020 「月山」のわたし ****さまざまな旅 森敦
出典:國文学 昭和50年11月25日
 山形県中央部にそびえ立ち、はるか庄内平野を見おろす標高一九八〇メートルの月山は、平野の北部に対峙する鳥海山とならぶ東北地方有数の名山である。その西側は直線的な絶壁をなし、東側は立谷沢川やその支流赤沢川などの侵食による深い峡谷に囲まれて近寄りがたい。北に羽黒山、また側火山としての湯殿山をしたがえて出羽三山と称せられたこの山は、古くから山嶽信仰の盛んな場所、修験者の道場であった。
 長らく庄内平野を転々としてきた「私」にとって、この山はまず死者の行くあの世の山として捉えられる。

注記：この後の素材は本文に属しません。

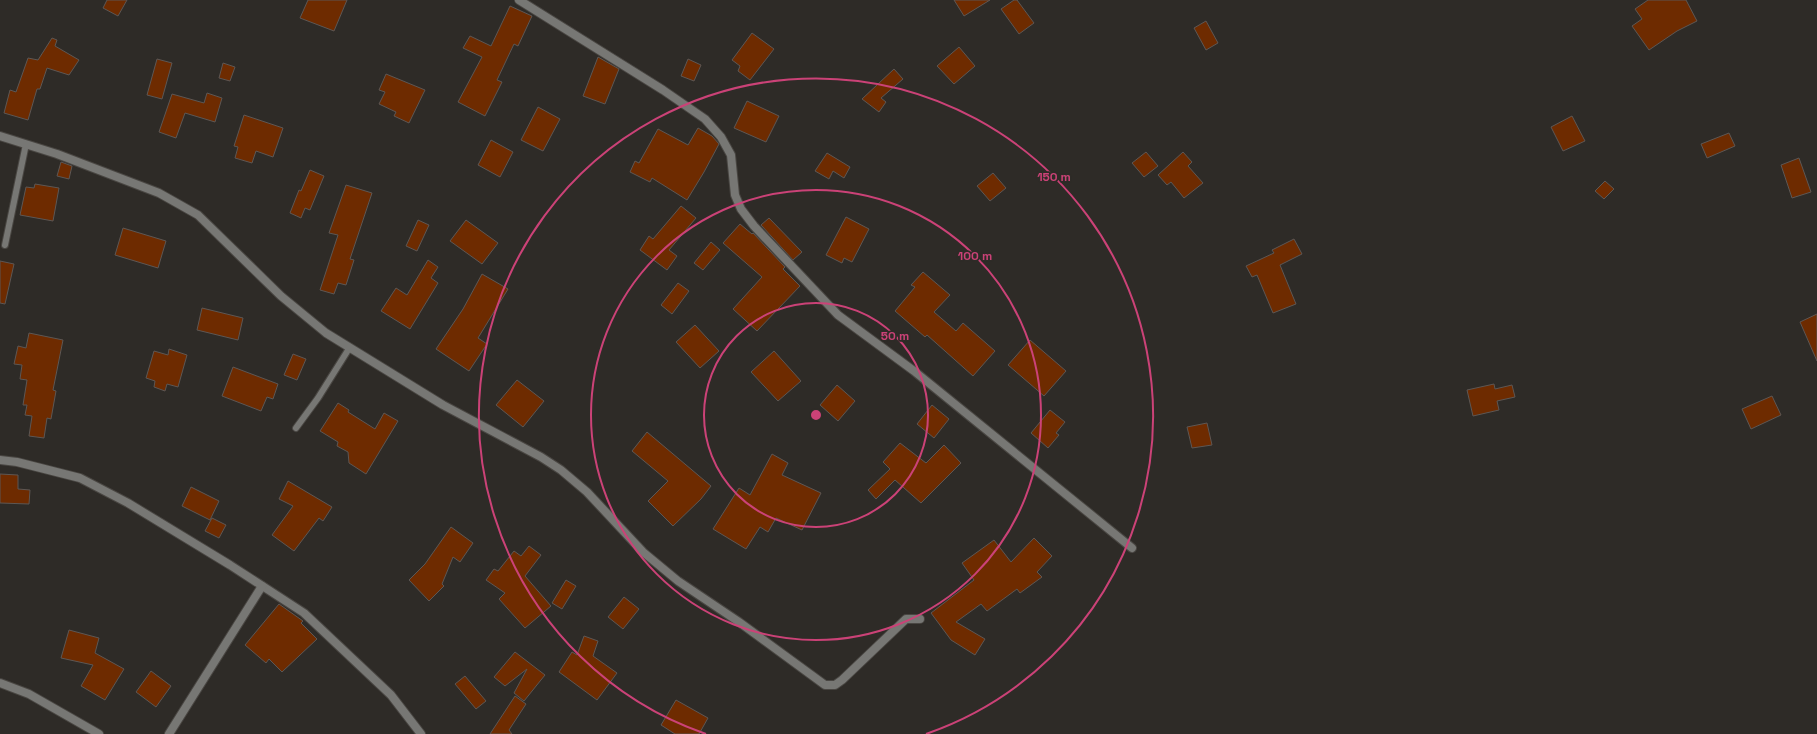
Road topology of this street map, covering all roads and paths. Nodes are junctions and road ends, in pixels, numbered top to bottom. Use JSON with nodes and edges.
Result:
{"nodes":[{"id":1,"x":519,"y":0,"type":"edge"},
{"id":2,"x":0,"y":136,"type":"edge"},
{"id":3,"x":26,"y":144,"type":"junction"},
{"id":4,"x":5,"y":245,"type":"dead end"},
{"id":5,"x":350,"y":348,"type":"junction"},
{"id":6,"x":296,"y":428,"type":"dead end"},
{"id":7,"x":0,"y":460,"type":"edge"},
{"id":8,"x":1132,"y":548,"type":"dead end"},
{"id":9,"x":262,"y":586,"type":"junction"},
{"id":10,"x":920,"y":619,"type":"dead end"},
{"id":11,"x":0,"y":683,"type":"edge"},
{"id":12,"x":100,"y":734,"type":"edge"},
{"id":13,"x":169,"y":734,"type":"edge"},
{"id":14,"x":421,"y":734,"type":"edge"}],
"edges":[{"from":1,"to":8,"type":"street"},
{"from":2,"to":3,"type":"street"},
{"from":3,"to":4,"type":"lane"},
{"from":3,"to":5,"type":"street"},
{"from":5,"to":6,"type":"lane"},
{"from":5,"to":10,"type":"street"},
{"from":7,"to":9,"type":"street"},
{"from":9,"to":13,"type":"street"},
{"from":9,"to":14,"type":"street"},
{"from":11,"to":12,"type":"street"}]}
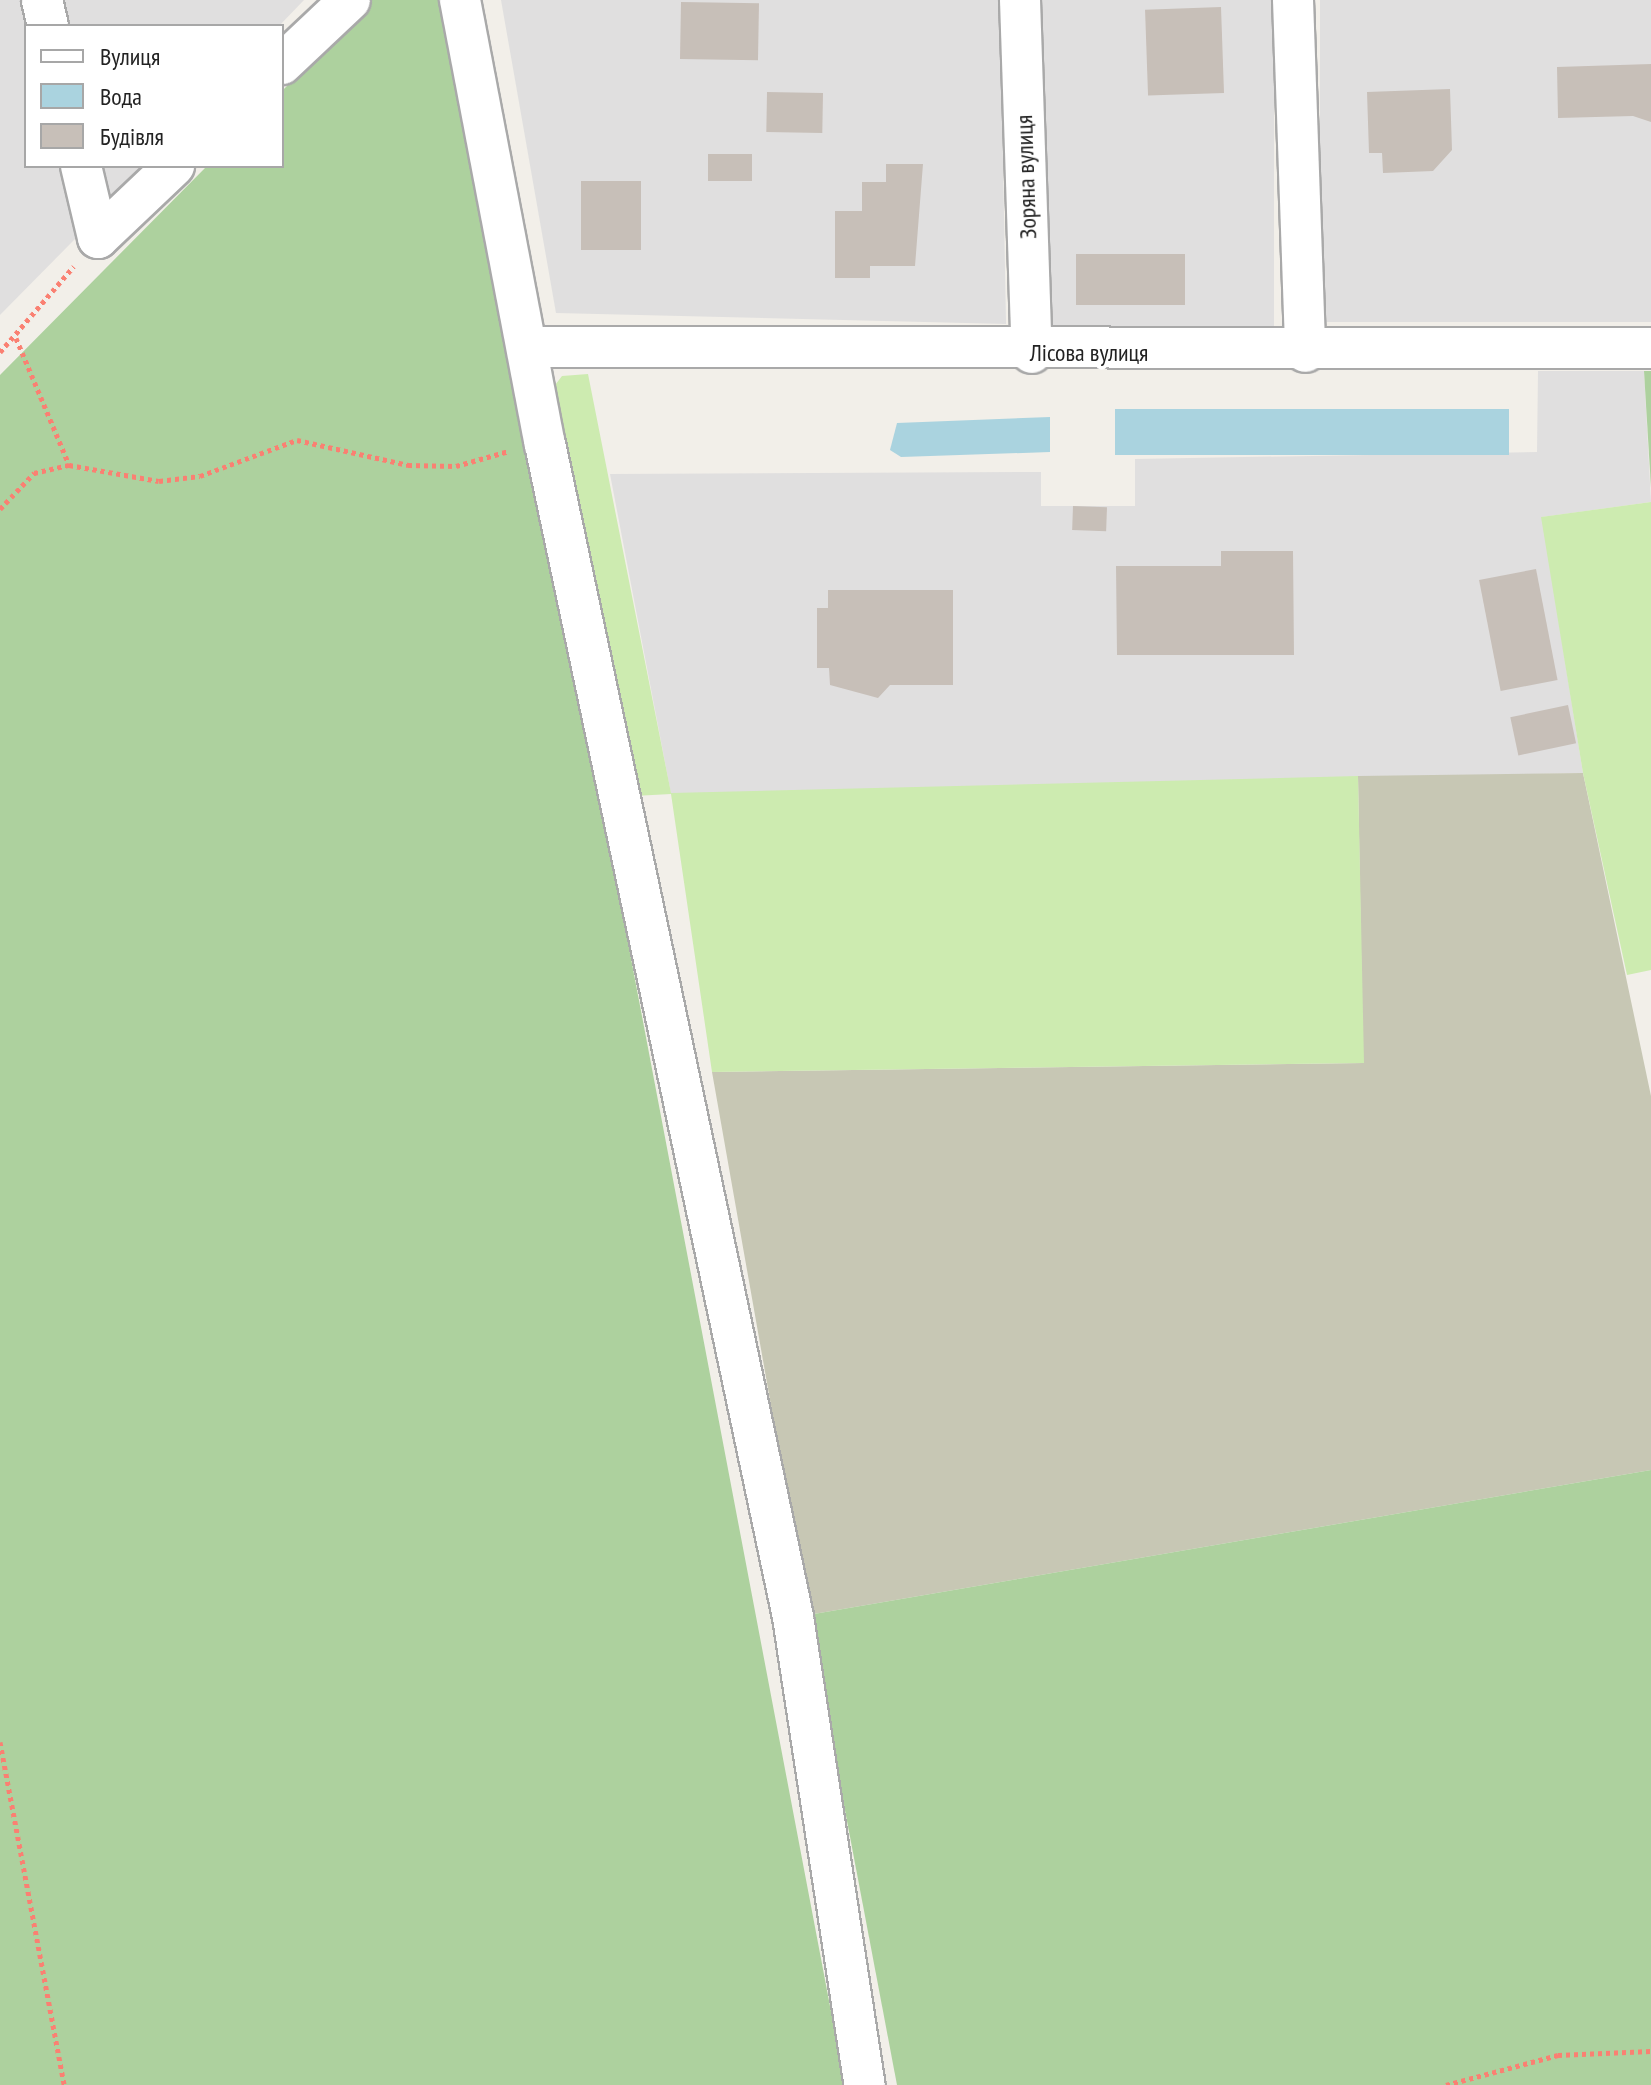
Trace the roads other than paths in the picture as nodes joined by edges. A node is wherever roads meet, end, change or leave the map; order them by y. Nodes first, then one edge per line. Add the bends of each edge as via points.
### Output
1 (42, 0) edge
2 (350, 0) edge
3 (460, 0) edge
4 (1020, 0) edge
5 (1293, 0) edge
6 (48, 24) edge
7 (284, 62) edge
8 (81, 168) edge
9 (172, 168) edge
10 (527, 347) junction
11 (1651, 348) edge
12 (1305, 352) junction
13 (1032, 353) junction
14 (865, 2085) edge

1 - 6 street
2 - 7 street
3 - 10 street
4 - 13 street, Зоряна вулиця
5 - 12 street
8 - 9 street via 98,238
10 - 13 street, Лісова вулиця
10 - 14 street via 793,1617
11 - 12 street, Лісова вулиця
12 - 13 street, Лісова вулиця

   月山が、古来、死者の行くあの世の山とされていたのも、死こそはわたしたちに
  とってまさにあるべき唯一のものでありながら、そのいかなるものかを覗わせようと
  せず、ひとたび覗えば語ることを許さぬ、死のたくらみめいたものを感じさせるた
  めかもしれません。
と。しかし、月山はこれにとどまらない。遠く元禄二年六月、芭蕉は奥の細道の旅の途次、松島についで出羽三山に立ち寄り、その印象を、「雲の峰幾つ崩て月の山」「涼しさやほの三か月の羽黒山」「語られぬ湯殿にぬらす袂かな」などに書きとめた。安東次男は、湯殿山の本体が女陰の形をした自然岩であること、またここが「恋の山」として古来歌の上でとり扱われてきたことなどから、これらの表現にエロティックなイメージを認めている。「私」にとってもそうであった。
   豊沃な庄内平野を生みなす河川は、ほとんどこの月山から出ているといっても
  過言ではありません。(中略) してみれは、庄内平野がこの世の栄えをみることが
  できるのも、まさに死者の行くあの世の山、月山のめぐみによると言わねばならな
  い。
 月山は死の山、あの世の山であると同時に、またエロティシズムと豊饒の山でもあったのだ。
 このような月山へある夏、「私」は、鶴岡市にある本寺の方丈の紹介で赤川ぞいに.バスに乗ってやってくる。出羽三山の奥の院湯殿山にほど近く、深い山ふところにある七五三掛の注連寺、そこに滞在するのである。
 住職によれば、この山と下界(外界でもある)とをわかつところは十王峠で、そこからは庄内平野が一望のもとに見おろせ、また目を上げれば、はるかに生の山、鳥海山がその秀麗な姿を見せるという。十王峠は、あの世とこの世をわかつ「幽明の境」なのである。かつて湯殿詣での人びとが、その行きに帰りに立ち寄り栄えをみせたこの寺や村は、川ぞいのバス道の開通とともにすっかり忘れられ、今はひっそりと静まっている。ささやかな畑仕事、冬場の猟、それにこの世の者にはかくさねばならぬ密造酒、これらが村人のなりわいである。「私」がここに来たときに感じざるをえなかった村の人びとの敵意は、この密造酒ゆえであった、と説明される。がしかし、それはあの世に侵入したこの世の者への敵意と二重写しになる。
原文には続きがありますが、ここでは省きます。